What to work on> Please, without the pictures, restate every entry exactly.

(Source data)

#####

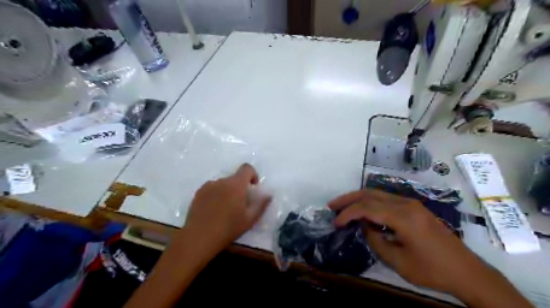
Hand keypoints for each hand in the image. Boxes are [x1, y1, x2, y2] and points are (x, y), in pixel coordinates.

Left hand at [183, 165, 271, 251]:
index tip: (253, 187)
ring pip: (223, 184)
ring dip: (228, 191)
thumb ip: (261, 204)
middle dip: (240, 187)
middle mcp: (222, 181)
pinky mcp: (198, 193)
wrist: (199, 237)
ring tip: (225, 209)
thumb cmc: (228, 228)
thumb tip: (268, 195)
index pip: (246, 168)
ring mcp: (208, 186)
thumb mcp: (250, 219)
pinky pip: (212, 188)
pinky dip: (216, 194)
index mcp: (236, 184)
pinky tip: (214, 210)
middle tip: (239, 204)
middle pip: (234, 178)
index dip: (253, 174)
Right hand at [329, 191, 491, 292]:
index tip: (335, 222)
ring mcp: (412, 204)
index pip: (367, 208)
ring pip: (378, 193)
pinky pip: (387, 199)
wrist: (467, 271)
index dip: (348, 213)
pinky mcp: (415, 208)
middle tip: (332, 206)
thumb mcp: (398, 261)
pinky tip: (364, 212)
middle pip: (371, 194)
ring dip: (359, 199)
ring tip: (344, 207)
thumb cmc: (432, 270)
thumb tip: (364, 226)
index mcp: (403, 217)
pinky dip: (371, 203)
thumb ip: (376, 240)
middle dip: (349, 199)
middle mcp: (406, 204)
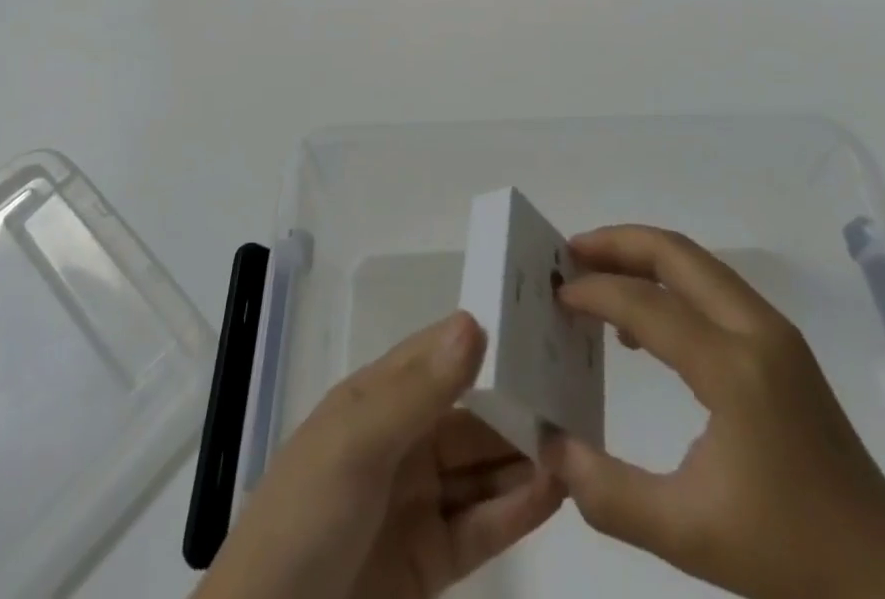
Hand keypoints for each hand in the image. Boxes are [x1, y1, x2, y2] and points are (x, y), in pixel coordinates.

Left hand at [195, 311, 564, 598]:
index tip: (538, 324)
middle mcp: (400, 442)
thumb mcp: (358, 443)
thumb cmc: (306, 516)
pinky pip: (481, 527)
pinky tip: (555, 491)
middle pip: (469, 416)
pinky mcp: (430, 562)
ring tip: (578, 441)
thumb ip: (419, 389)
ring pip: (481, 470)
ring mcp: (416, 503)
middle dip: (516, 406)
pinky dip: (517, 509)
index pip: (437, 357)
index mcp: (375, 400)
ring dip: (524, 457)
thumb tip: (474, 321)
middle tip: (576, 393)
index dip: (482, 341)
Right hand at [543, 226, 884, 598]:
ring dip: (644, 257)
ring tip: (598, 276)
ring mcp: (774, 331)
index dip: (595, 293)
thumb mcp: (688, 534)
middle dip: (617, 243)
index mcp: (733, 367)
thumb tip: (549, 448)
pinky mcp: (782, 344)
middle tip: (569, 253)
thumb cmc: (789, 555)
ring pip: (697, 263)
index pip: (646, 305)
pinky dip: (671, 282)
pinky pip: (714, 288)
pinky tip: (647, 327)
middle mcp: (756, 329)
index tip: (555, 296)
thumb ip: (608, 492)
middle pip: (675, 253)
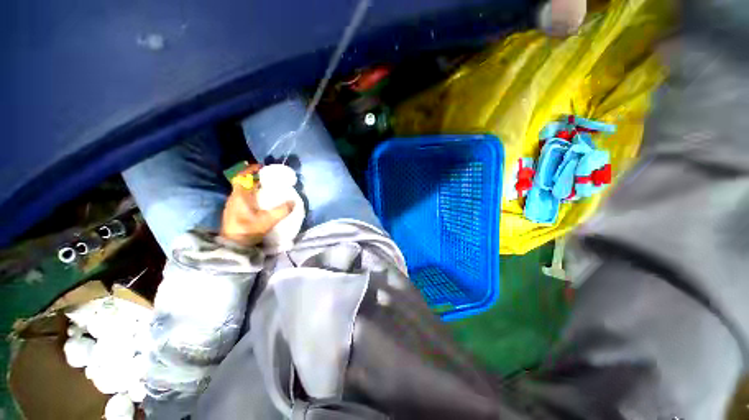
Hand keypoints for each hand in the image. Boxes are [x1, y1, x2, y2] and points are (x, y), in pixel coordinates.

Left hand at [220, 164, 293, 246]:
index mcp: (240, 196)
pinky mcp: (234, 211)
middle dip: (255, 177)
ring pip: (243, 190)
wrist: (232, 246)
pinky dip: (252, 194)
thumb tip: (294, 202)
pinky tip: (261, 200)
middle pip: (243, 182)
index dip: (250, 170)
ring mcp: (233, 205)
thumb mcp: (268, 221)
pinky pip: (243, 197)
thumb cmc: (248, 230)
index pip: (241, 177)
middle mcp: (234, 197)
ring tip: (267, 187)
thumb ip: (282, 211)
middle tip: (269, 177)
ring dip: (253, 186)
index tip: (261, 167)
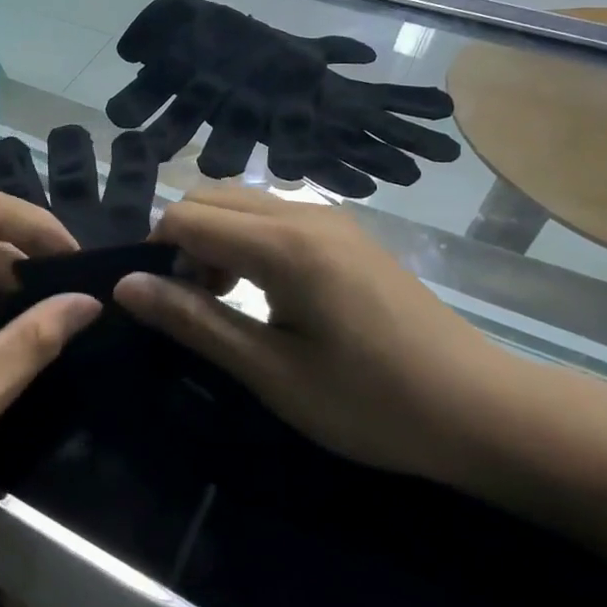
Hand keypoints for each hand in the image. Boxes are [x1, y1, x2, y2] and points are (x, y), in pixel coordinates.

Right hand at [114, 185, 498, 482]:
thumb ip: (194, 321)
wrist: (481, 409)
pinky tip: (267, 290)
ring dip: (214, 239)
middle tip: (197, 305)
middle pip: (209, 197)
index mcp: (284, 244)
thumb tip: (126, 286)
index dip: (157, 253)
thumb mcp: (271, 372)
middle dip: (183, 242)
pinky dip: (246, 239)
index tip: (165, 305)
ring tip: (228, 300)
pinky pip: (272, 214)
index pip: (185, 217)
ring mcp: (331, 218)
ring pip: (240, 202)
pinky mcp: (346, 232)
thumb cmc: (371, 402)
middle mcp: (304, 212)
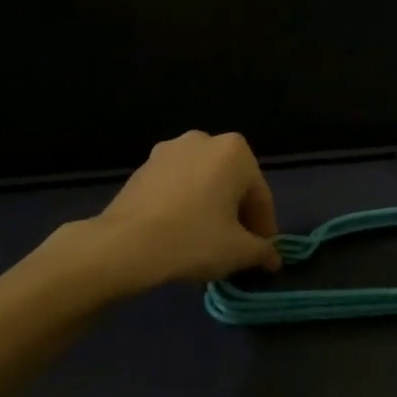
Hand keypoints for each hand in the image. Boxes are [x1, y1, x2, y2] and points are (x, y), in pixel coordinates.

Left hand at [85, 130, 281, 291]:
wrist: (123, 245)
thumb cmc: (192, 240)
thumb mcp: (238, 251)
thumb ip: (262, 251)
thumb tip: (272, 257)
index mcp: (235, 151)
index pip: (260, 195)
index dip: (264, 228)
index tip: (261, 254)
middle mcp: (204, 140)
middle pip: (232, 184)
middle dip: (236, 214)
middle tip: (235, 248)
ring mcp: (170, 150)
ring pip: (203, 183)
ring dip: (210, 208)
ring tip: (206, 242)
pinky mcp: (144, 166)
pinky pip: (177, 186)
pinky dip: (184, 204)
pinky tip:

#####

Response below>
Hand keypoints for each hand in the image. Boxes are [x1, y1, x2, y2] and points are (x, y), in pixel coordinates.

Left hand at [183, 165, 271, 251]:
index tip: (253, 187)
ring pip: (223, 184)
ring dip: (228, 191)
thumb ip: (261, 204)
middle dip: (240, 187)
middle mcp: (222, 181)
pinky mcp: (198, 193)
wrist: (199, 237)
ring tip: (225, 209)
thumb cmc: (228, 228)
thumb tip: (268, 195)
index pip: (246, 168)
ring mcp: (208, 186)
thumb mcp: (250, 219)
pinky pip: (212, 188)
pinky dip: (216, 194)
index mcp: (236, 184)
pinky tip: (214, 210)
middle tip: (239, 204)
middle pip: (234, 178)
index dip: (253, 174)
Right hand at [329, 191, 491, 292]:
index tip: (335, 222)
ring mcp: (412, 204)
index pip: (367, 208)
ring pip: (378, 193)
pinky pip: (387, 199)
wrist: (467, 271)
index dip: (348, 213)
pinky mcp: (415, 208)
middle tip: (332, 206)
thumb mcp: (398, 261)
pinky tip: (364, 212)
middle pip: (371, 194)
ring dip: (359, 199)
ring tip: (344, 207)
thumb cmc: (432, 270)
thumb tip: (364, 226)
index mcp: (403, 217)
pinky dip: (371, 203)
thumb ip: (376, 240)
middle dip: (349, 199)
middle mcp: (406, 204)
Hand keypoints for each hand in the image. Boxes are [x1, y1, x2, y2] and points are (x, y), in pixel coordinates.

Left hand at [195, 311, 564, 598]:
index tip: (538, 324)
middle mcp: (400, 442)
thumb mcp: (358, 443)
thumb cmc: (306, 516)
pinky pip: (481, 527)
pinky tip: (555, 491)
middle pip: (469, 416)
pinky mcp: (430, 562)
ring tip: (578, 441)
thumb ip: (419, 389)
ring pip: (481, 470)
ring mcp: (416, 503)
middle dip: (516, 406)
pinky dip: (517, 509)
index pip: (437, 357)
index mcp: (375, 400)
ring dip: (524, 457)
thumb tip: (474, 321)
middle tip: (576, 393)
index dip: (482, 341)
Right hand at [543, 226, 884, 598]:
ring dip: (644, 257)
ring tip: (598, 276)
ring mcp: (774, 331)
index dip: (595, 293)
thumb mcp: (688, 534)
middle dip: (617, 243)
index mcp: (733, 367)
thumb tip: (549, 448)
pinky mcp: (782, 344)
middle tip: (569, 253)
thumb cmc: (789, 555)
ring pip: (697, 263)
index pip: (646, 305)
pinky dip: (671, 282)
pinky pip: (714, 288)
pinky tip: (647, 327)
middle mcp: (756, 329)
index tip: (555, 296)
thumb ip: (608, 492)
middle pip: (675, 253)
Hand keypoints for each hand in the image. Boxes are [x1, y1, x2, y2] and points are (x, y), in pixel coordinates.

Left hand at [220, 164, 293, 246]:
index mcp: (240, 196)
pinky mcp: (234, 211)
middle dip: (255, 177)
ring pip: (243, 190)
wrist: (232, 246)
pinky dip: (252, 194)
thumb tip: (294, 202)
pinky tip: (261, 200)
middle pip: (243, 182)
index dip: (250, 170)
ring mcp: (233, 205)
thumb mcp: (268, 221)
pinky pip: (243, 197)
thumb cmc: (248, 230)
index pip: (241, 177)
middle mcp: (234, 197)
ring tip: (267, 187)
thumb ip: (282, 211)
middle tip: (269, 177)
ring dip: (253, 186)
index tip: (261, 167)
Hand keypoints for each hand in the image. Boxes are [x1, y1, x2, y2] and points are (x, y), in pixel coordinates.

Right hand at [114, 185, 498, 482]:
thumb ip: (194, 321)
wrist: (481, 409)
pinky tip: (267, 290)
ring dip: (214, 239)
middle tip: (197, 305)
middle pip: (209, 197)
index mcp: (284, 244)
thumb tip: (126, 286)
index dip: (157, 253)
thumb mcp: (271, 372)
middle dip: (183, 242)
pinky dip: (246, 239)
index tip: (165, 305)
ring tip: (228, 300)
pinky pip: (272, 214)
index pip: (185, 217)
ring mcp: (331, 218)
ring pip: (240, 202)
pinky mcp: (346, 232)
thumb cmc: (371, 402)
middle mcp: (304, 212)
Hand keypoints for each hand in the image. Boxes are [x1, y1, x2, y2] and points are (x, y), in pixel coordinates.

Left hand at [85, 130, 281, 291]:
wrist: (123, 245)
thumb cmc: (192, 240)
thumb mcp: (238, 251)
thumb ip: (262, 251)
thumb tip: (272, 257)
index mcp: (235, 151)
index pip: (260, 195)
index dip: (264, 228)
index tip: (261, 254)
middle mcp: (204, 140)
middle pip: (232, 184)
middle dip: (236, 214)
middle tip: (235, 248)
ring mcp: (170, 150)
ring pip: (203, 183)
ring dip: (210, 208)
ring tip: (206, 242)
pinky mcp: (144, 166)
pinky pip: (177, 186)
pinky dip: (184, 204)
pinky tip:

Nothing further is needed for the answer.